Singapore has revised its forecast for this year's total trade growth downwards to between 5and 7 percent from the previous forecast of 8 to 10 percent, due to the slower-than-expected performance in the first half of this year and a sustained weakness in electronics sales.
International Enterprise (IE) Singapore, the government trade promotion agency, said in a statement on Tuesday that the revised forecast is also lower than last year's total trade growth of 13 percent.
The forecast for Singapore's non-oil domestic exports has also been trimmed to between 4 and 6 percent from the previous range of7 to 9 percent.
In the first half of this year, total trade rose by a moderate 2.8 percent, reaching 405 billion Singapore dollars (about 266 billion U.S. dollars). Both total exports and total imports increased by a weaker 3.1 percent and 2.3 percent respectively.

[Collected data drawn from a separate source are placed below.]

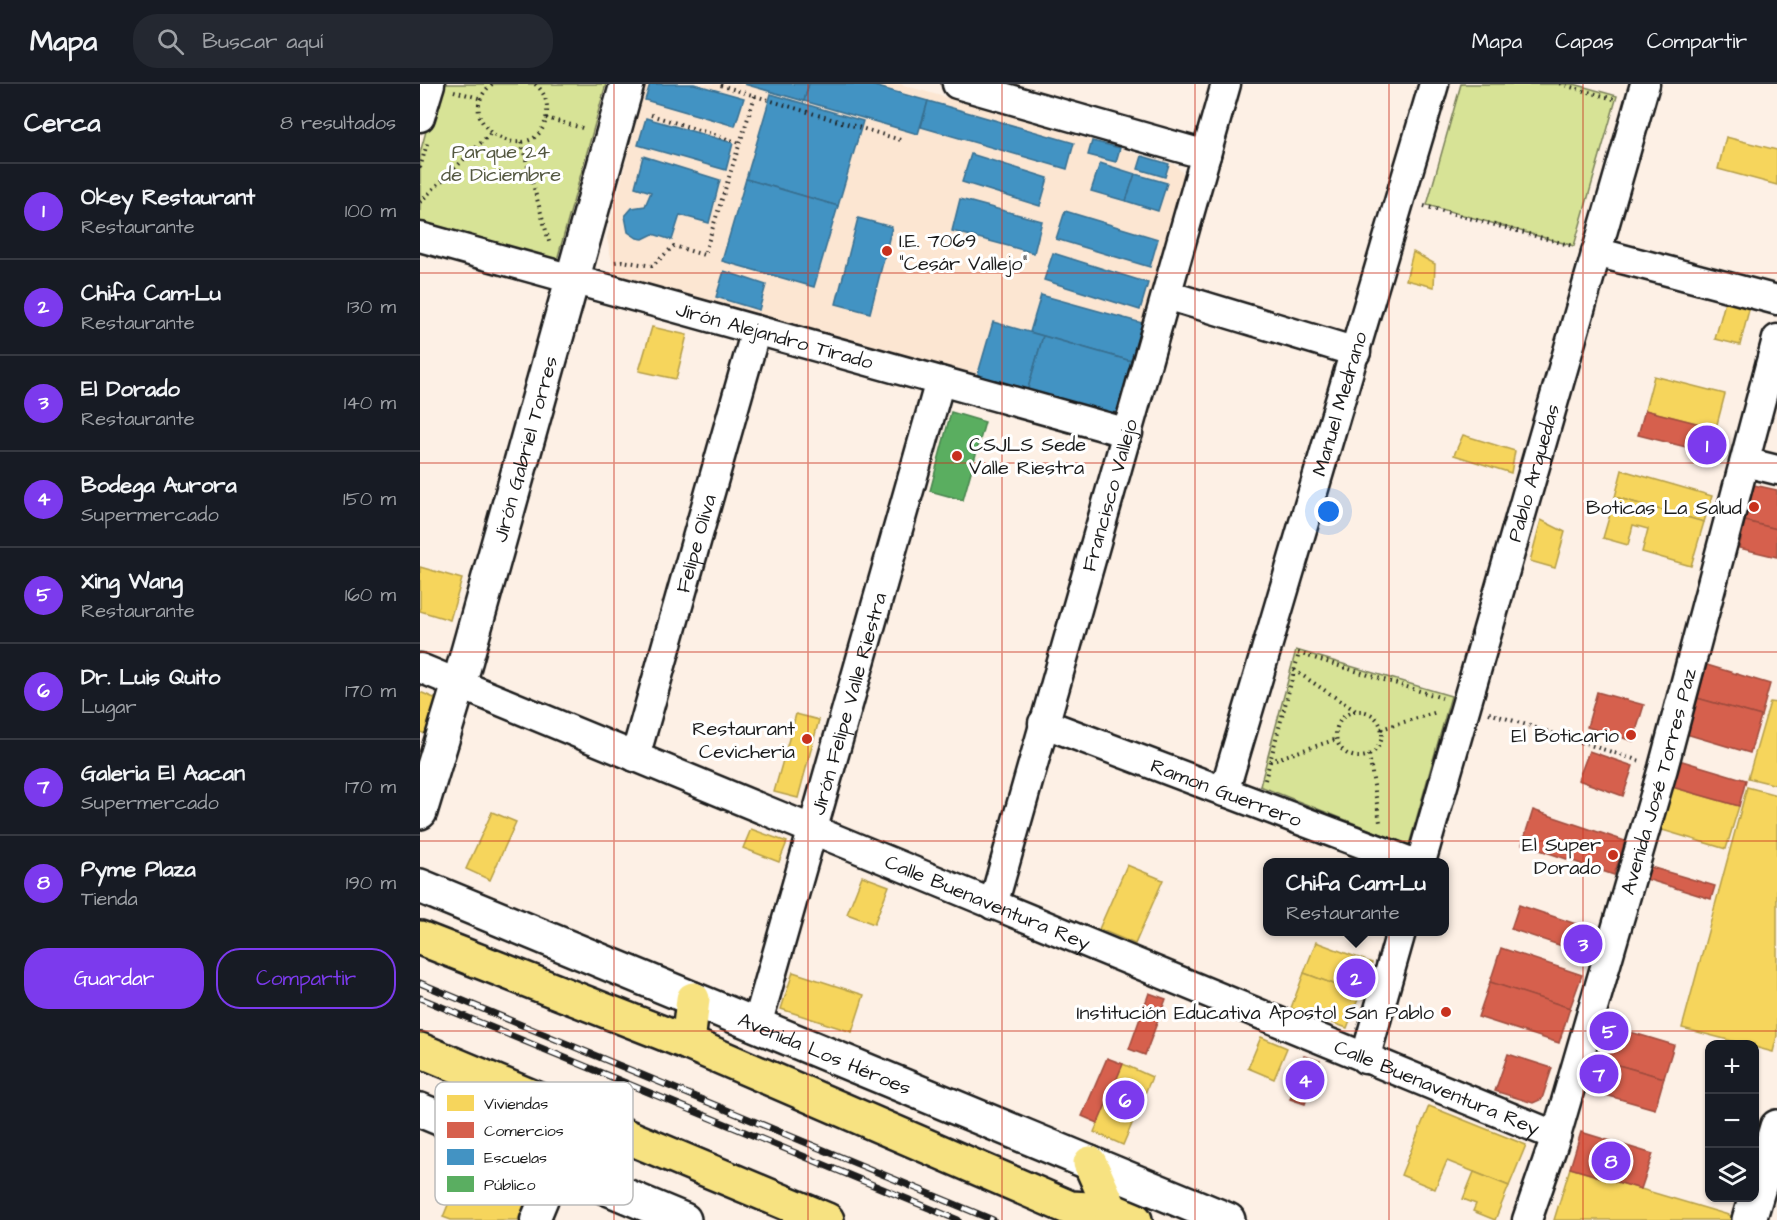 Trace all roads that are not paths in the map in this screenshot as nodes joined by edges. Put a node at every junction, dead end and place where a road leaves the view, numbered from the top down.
1 (627, 84) edge
2 (957, 84) edge
3 (1226, 84) edge
4 (1434, 84) edge
5 (1645, 84) edge
6 (1024, 93) edge
7 (1206, 155) junction
8 (420, 237) edge
9 (1581, 244) junction
10 (571, 279) junction
11 (1167, 296) junction
12 (1777, 300) edge
13 (756, 330) junction
14 (1777, 339) edge
15 (1356, 352) junction
16 (940, 381) junction
17 (1128, 433) junction
18 (1745, 462) junction
19 (1777, 470) edge
20 (420, 668) edge
21 (459, 684) junction
22 (1043, 723) junction
23 (635, 757) junction
24 (1224, 792) junction
25 (420, 812) edge
26 (811, 829) junction
27 (1401, 858) edge
28 (1422, 858) edge
29 (420, 886) edge
30 (993, 905) junction
31 (1400, 936) edge
32 (420, 938) edge
33 (693, 999) junction
34 (757, 1025) junction
35 (688, 1043) junction
36 (420, 1050) edge
37 (1365, 1059) junction
38 (497, 1082) edge
39 (420, 1110) edge
40 (435, 1116) edge
41 (1777, 1127) edge
42 (1556, 1136) junction
43 (633, 1139) edge
44 (1090, 1163) junction
45 (633, 1199) edge
46 (541, 1205) edge
47 (1100, 1215) edge
48 (535, 1220) edge
49 (684, 1220) edge
50 (827, 1220) edge
51 (1228, 1220) edge
52 (1527, 1220) edge
53 (1749, 1220) edge

1 - 10 street, Jirón Gabriel Torres
2 - 6 street
3 - 7 street, Francisco Vallejo
4 - 15 street, Manuel Medrano
5 - 9 street, Pablo Arguedas
6 - 7 street
7 - 11 street, Francisco Vallejo
8 - 10 street, Jirón Alejandro Tirado
9 - 12 street
9 - 28 street, Pablo Arguedas
10 - 13 street, Jirón Alejandro Tirado
10 - 21 street, Jirón Gabriel Torres
11 - 15 street
11 - 17 street, Francisco Vallejo
13 - 16 street, Jirón Alejandro Tirado
13 - 23 street, Felipe Oliva
14 - 18 street, Avenida José Torres Paz
15 - 24 street, Manuel Medrano
16 - 17 street, Jirón Alejandro Tirado
16 - 26 street, Jirón Felipe Valle Riestra
17 - 22 street, Francisco Vallejo
18 - 19 street
18 - 42 street, Avenida José Torres Paz
20 - 21 street, Calle Buenaventura Rey
21 - 23 street, Calle Buenaventura Rey
21 - 25 street, Jirón Gabriel Torres
22 - 24 street, Ramon Guerrero
22 - 30 street, Francisco Vallejo
23 - 26 street, Calle Buenaventura Rey
24 - 27 street, Ramon Guerrero
26 - 30 street, Calle Buenaventura Rey
26 - 34 street, Jirón Felipe Valle Riestra
29 - 33 street, Avenida Los Héroes
30 - 37 street, Calle Buenaventura Rey
31 - 37 street
32 - 35 main road
33 - 34 street, Avenida Los Héroes
33 - 35 main road
34 - 44 street, Avenida Los Héroes
35 - 47 main road
36 - 38 main road
37 - 42 street, Calle Buenaventura Rey
39 - 40 street
41 - 53 street
42 - 52 street, Avenida José Torres Paz
43 - 50 main road
44 - 47 main road
44 - 51 street, Avenida Los Héroes
45 - 49 street
46 - 48 street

IE Singapore said that total trade growth in the first half of this year was lower than expected due to the slower expansion of both oil trade and non-oil trade.
"Growth of non-oil trade was also weak primarily because of sluggish electronics trade, which has been severely hit by falling selling prices even though demand held up well," it added.
Non-oil trade grew by 2.4 percent, compared to the 11 percent growth in 2006. Oil trade also expanded by 4.6 percent, weaker than the 25 percent rise in 2006, as oil prices grew moderately this year, IE Singapore said.
The key non-oil domestic exports (NODX) increased by 1.8 percent in the first six months, lower than the 8.5 percent growth registered last year, on an increase in non-electronic NODX as electronic domestic exports shrank.
Singapore's economy heavily relied on external trade and the monthly NODX figures reflect Singapore's mainstay exports.